Floating ice shelves occupy around 75 % of Antarctica's perimeter (Padman et al., 2018). Tidal oscillations at the ice–ocean interface influence the location and extent of grounding zones (Padman et al., 2002), and control heat transfer and ocean mixing in cavities beneath the marine cryosphere (Padman et al., 2018) and the calving and drift of icebergs (Rignot et al., 2000). Tides also affect variability in polynyas, seasonal sea ice patterns, and thus the functioning of marine ecosystems. In addition, tides affect the dynamics of landfast sea ice, which provides aircraft landing zones (Han and Lee, 2018).
Accurate Antarctic region tide data are needed for models examining changes in global climate and ocean circulation (Han and Lee, 2018), while coastal tide data are needed for ice mass balance and motion studies (Padman et al., 2008; Rignot et al., 2000; Rosier and Gudmundsson, 2018). Ice thickness is typically measured by subtracting tidal heights from highly accurate but relatively low resolution (temporally or spatially) satellite or in situ observations of ice surface elevation (Padman et al., 2008). Where ice shelves and glacier tongues occur, grounding zone and ice flexure mechanics make ice thickness and motion determination challenging, so that accurate tidal height inputs are crucial (Wild et al., 2019).
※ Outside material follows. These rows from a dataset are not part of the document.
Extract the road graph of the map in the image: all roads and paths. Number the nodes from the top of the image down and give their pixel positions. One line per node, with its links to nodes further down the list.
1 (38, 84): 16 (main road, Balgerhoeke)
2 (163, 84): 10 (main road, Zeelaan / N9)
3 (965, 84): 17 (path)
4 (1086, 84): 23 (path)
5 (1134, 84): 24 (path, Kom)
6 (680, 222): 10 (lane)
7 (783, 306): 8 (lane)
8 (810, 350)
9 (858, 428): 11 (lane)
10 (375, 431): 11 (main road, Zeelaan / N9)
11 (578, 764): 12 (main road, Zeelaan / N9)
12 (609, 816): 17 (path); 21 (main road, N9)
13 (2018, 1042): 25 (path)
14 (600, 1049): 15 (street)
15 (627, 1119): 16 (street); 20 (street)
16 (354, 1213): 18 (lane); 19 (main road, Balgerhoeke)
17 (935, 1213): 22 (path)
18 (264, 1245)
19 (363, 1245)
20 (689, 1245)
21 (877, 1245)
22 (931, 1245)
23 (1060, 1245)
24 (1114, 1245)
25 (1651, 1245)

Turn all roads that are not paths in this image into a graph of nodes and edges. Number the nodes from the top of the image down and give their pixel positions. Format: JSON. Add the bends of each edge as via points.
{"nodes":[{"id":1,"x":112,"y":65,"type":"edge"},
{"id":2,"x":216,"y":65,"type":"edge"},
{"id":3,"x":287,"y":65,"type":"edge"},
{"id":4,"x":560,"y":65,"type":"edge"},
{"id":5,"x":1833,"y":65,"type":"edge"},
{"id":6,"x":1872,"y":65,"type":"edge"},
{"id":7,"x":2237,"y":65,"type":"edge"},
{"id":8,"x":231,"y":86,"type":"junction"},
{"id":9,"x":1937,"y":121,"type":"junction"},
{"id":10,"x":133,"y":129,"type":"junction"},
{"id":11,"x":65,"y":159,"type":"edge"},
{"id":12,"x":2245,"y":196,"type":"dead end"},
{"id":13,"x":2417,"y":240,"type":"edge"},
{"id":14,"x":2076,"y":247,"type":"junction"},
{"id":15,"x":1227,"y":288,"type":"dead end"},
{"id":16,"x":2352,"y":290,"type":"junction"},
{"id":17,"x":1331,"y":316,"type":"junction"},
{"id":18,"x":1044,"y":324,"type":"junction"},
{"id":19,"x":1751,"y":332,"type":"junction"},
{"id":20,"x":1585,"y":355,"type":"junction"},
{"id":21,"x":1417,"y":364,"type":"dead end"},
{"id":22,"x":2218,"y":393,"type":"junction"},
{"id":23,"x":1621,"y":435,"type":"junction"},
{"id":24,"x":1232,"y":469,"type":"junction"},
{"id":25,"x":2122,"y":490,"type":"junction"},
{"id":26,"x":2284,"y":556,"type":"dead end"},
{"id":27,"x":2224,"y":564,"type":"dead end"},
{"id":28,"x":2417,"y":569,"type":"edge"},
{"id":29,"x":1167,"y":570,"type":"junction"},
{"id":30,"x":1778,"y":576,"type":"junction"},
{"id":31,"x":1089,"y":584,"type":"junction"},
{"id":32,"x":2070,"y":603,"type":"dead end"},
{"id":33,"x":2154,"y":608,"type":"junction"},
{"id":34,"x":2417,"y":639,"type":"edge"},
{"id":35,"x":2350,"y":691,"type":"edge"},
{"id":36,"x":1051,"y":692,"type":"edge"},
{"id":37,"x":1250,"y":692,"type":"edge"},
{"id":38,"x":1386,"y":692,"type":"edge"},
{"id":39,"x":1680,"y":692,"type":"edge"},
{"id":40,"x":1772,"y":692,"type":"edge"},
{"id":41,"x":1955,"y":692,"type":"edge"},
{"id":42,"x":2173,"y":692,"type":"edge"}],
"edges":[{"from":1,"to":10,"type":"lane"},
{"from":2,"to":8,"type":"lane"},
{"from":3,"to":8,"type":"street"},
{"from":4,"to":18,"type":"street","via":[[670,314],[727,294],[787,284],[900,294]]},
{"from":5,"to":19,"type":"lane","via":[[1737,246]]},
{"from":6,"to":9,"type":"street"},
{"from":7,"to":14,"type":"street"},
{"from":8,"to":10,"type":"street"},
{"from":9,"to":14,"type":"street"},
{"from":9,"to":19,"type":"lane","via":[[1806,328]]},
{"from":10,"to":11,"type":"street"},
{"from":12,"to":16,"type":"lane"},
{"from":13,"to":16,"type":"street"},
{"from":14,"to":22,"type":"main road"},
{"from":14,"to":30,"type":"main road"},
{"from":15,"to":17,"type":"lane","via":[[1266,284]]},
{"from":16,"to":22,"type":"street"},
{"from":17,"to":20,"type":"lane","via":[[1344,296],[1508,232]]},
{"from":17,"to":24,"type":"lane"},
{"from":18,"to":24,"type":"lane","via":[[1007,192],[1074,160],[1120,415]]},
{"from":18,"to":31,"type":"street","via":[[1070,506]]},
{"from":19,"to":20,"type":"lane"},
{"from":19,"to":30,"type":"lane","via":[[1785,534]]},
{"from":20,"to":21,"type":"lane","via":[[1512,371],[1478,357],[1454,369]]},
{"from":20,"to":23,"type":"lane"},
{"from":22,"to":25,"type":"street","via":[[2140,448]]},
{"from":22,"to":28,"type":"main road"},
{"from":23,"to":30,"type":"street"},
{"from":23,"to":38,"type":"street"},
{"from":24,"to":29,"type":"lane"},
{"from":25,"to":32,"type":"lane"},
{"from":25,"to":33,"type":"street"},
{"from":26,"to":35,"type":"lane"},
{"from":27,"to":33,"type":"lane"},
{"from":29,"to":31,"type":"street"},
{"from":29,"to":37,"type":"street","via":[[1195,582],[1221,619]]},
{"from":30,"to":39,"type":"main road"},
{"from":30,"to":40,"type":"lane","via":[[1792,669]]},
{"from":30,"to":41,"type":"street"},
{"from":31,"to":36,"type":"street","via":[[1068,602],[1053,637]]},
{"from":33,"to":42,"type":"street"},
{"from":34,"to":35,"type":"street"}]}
In this study, we tested the applicability of Byun and Hart's (2015) CTSM + TCC method in an extreme observation environment using 25 h short-term records from JBARS, our temporary tidal observation station, and year-long data from ROBT, the neighbouring reference station. Section 2 of this paper details the JBARS and ROBT observation data sets used to generate harmonic tidal analysis results and CTSM + TCC tidal predictions. Section 3 explains how the CTSM + TCC method was applied and adapted in this case study (with Appendix A detailing the calculations), while Sect. 4 demonstrates the CTSM + TCC tidal prediction capability. Section 5 discusses the generation of fortnightly tide effects and double tidal peaks; and situates the Ross Sea tides examined in this paper within the wider context of Antarctic tidal regimes.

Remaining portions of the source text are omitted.